April 16, 2013 - 12:12 am
Most Democrats do not appear eager to support the administration’s CPI plan. House Democratic Leader Nancy Pelosi, of California, admitted as much during a Thursday press conference when she said her caucus was still weighing the plan’s potential impact.
“Whatever we are doing, it is about our extending the life and the strength of Social Security,” said Pelosi, who otherwise lauded the president’s plan. “It’s not about balancing the budget. And so that’s some of the concerns that some of the members have — why is this in this bill?”
Boehner, who characterized the proposed budget as “not serious,” was dismissive about the president’s entitlement initiative.
“Now, I am encouraged that the president acknowledged that our safety net programs are unsustainable but only offered some modest reforms,” Boehner said. “They are modest. It’s nothing close to what we need in order to preserve these programs and to put ourselves on a path to balance the budget. And still it’s a step back from what he’d agreed to over a year and a half ago. So, there’s no reason we can’t make incremental progress where we can agree.’’
Rep. Paul Ryan (R-Wis.), chairman of the House Budget Committee, was equally unimpressed with the offer.
“I don’t see it as entitlement reform, as much as clarifying a statistic,” Ryan told reporters.

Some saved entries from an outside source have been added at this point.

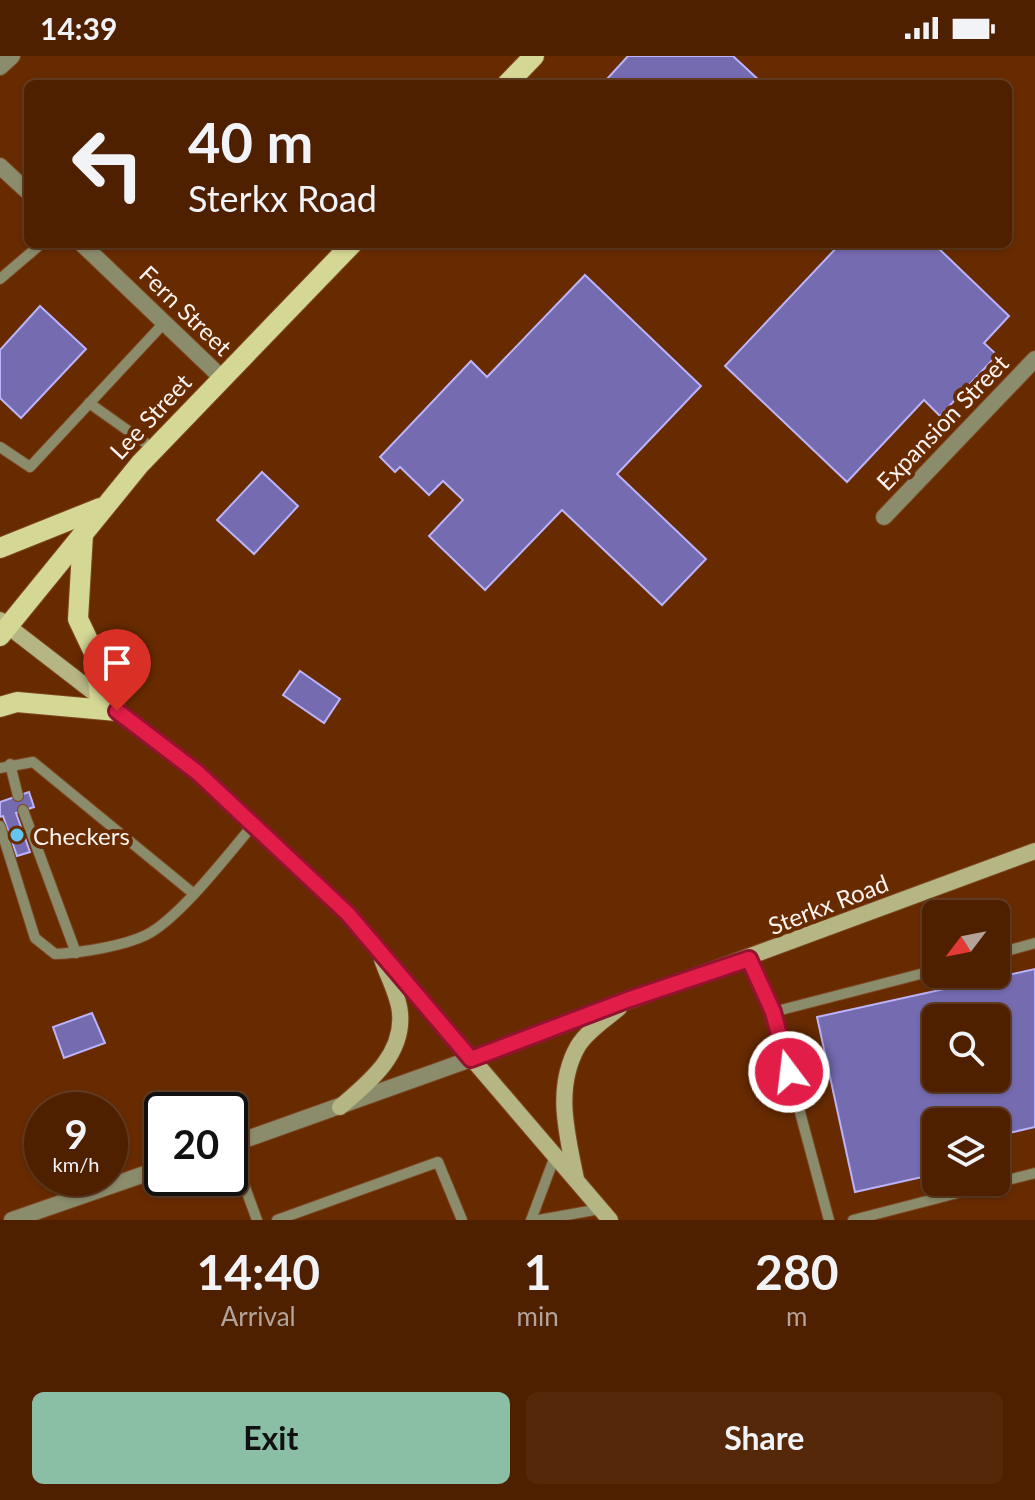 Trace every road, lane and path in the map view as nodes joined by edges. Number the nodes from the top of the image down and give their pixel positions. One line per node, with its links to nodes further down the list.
1 (12, 56): 3 (street)
2 (534, 56): 4 (main road)
3 (0, 67)
4 (511, 80)
5 (0, 166): 6 (street)
6 (24, 188)
7 (36, 248): 10 (lane)
8 (86, 248): 11 (street, Fern Street)
9 (348, 248): 13 (main road, Lee Street)
10 (0, 279)
11 (164, 323): 13 (street, Fern Street); 14 (lane)
12 (1035, 359): 18 (street, Expansion Street)
13 (222, 378): 16 (main road, Lee Street)
14 (89, 403): 15 (lane); 16 (lane)
15 (0, 447)
16 (154, 449): 17 (main road, Lee Street)
17 (104, 506): 19 (main road, Lee Street); 20 (main road)
18 (884, 517)
19 (83, 534): 21 (main road, Lee Street); 22 (main road)
20 (0, 548)
21 (3, 627): 22 (street)
22 (100, 699): 24 (street)
23 (0, 707): 24 (main road)
24 (117, 711): 28 (street)
25 (5, 766): 26 (lane); 31 (lane)
26 (18, 796)
27 (23, 810): 35 (lane)
28 (254, 824): 31 (lane); 33 (street)
29 (0, 826): 35 (lane)
30 (1035, 851): 36 (street, Sterkx Road)
31 (194, 894): 35 (lane)
32 (1035, 943): 34 (lane)
33 (378, 950): 40 (street); 41 (street)
34 (1010, 950)
35 (76, 953)
36 (749, 959): 38 (street, Sterkx Road); 39 (lane)
37 (922, 974): 39 (lane)
38 (627, 1000): 40 (street, Sterkx Road); 46 (street)
39 (773, 1012): 55 (lane)
40 (471, 1059): 41 (street, Sterkx Road); 43 (street)
41 (340, 1107): 42 (street, Sterkx Road)
42 (248, 1140)
43 (555, 1156): 46 (street); 53 (lane)
44 (1035, 1173): 56 (lane)
45 (144, 1174): 49 (street)
46 (576, 1180): 48 (street)
47 (248, 1195): 50 (lane)
48 (605, 1214): 54 (lane)
49 (12, 1220)
50 (257, 1220)
51 (277, 1220): 52 (lane)
52 (462, 1220)
53 (531, 1220)
54 (539, 1220)
55 (829, 1220)
56 (853, 1220)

Even that clarifying statistic might not proceed very far. Gene Sperling, director of the National Economic Council, said the president is offering chained CPI on a conditional basis – Republicans will have to give on an issue they favor to shepherd it into law, probably some sort of tax hike.
“Obviously, when you’re having a bipartisan budget agreement it requires give and take on both sides,” Sperling said. “You can’t have an agreement where one side says, if you make a compromise, they say, well, we’ll just take that. That doesn’t work. And it can’t work — it couldn’t work the other way. If they said, well, as part of your agreement, we’re willing to support your infrastructure plan but only if you did all the entitlement savings, we couldn’t say, oh, well, thank you, we’ll just take that. You’d understand that was put on the table as part of a compromise.”
In the recent past, Sperling said, Boehner, House Republican Leader Eric Cantor, of Virginia, and Senate Republican Leader Mitch McConnell, of Kentucky, have indicated “that one of the things that they felt was needed for giving revenues was the CPI.”
The offer, Sperling said, “is not an à-la-carte menu and you can’t decide to only pick out the concessions the president has made and not include the concessions that are from the Republican side that need to be part of a bipartisan deal that could pass both houses.’’
Cantor argued that the CPI question should be evaluated on its own merits and not offered as part of a compromise.
“If the president believes, as we do, that the programs like Medicare, Medicaid and Social Security are on the path to bankruptcy, and that we actually can do some things to put them back on the right course and save them to protect the beneficiaries of these programs, we ought to do so,” Cantor said. “And we ought to do so without holding them hostage for more tax hikes.”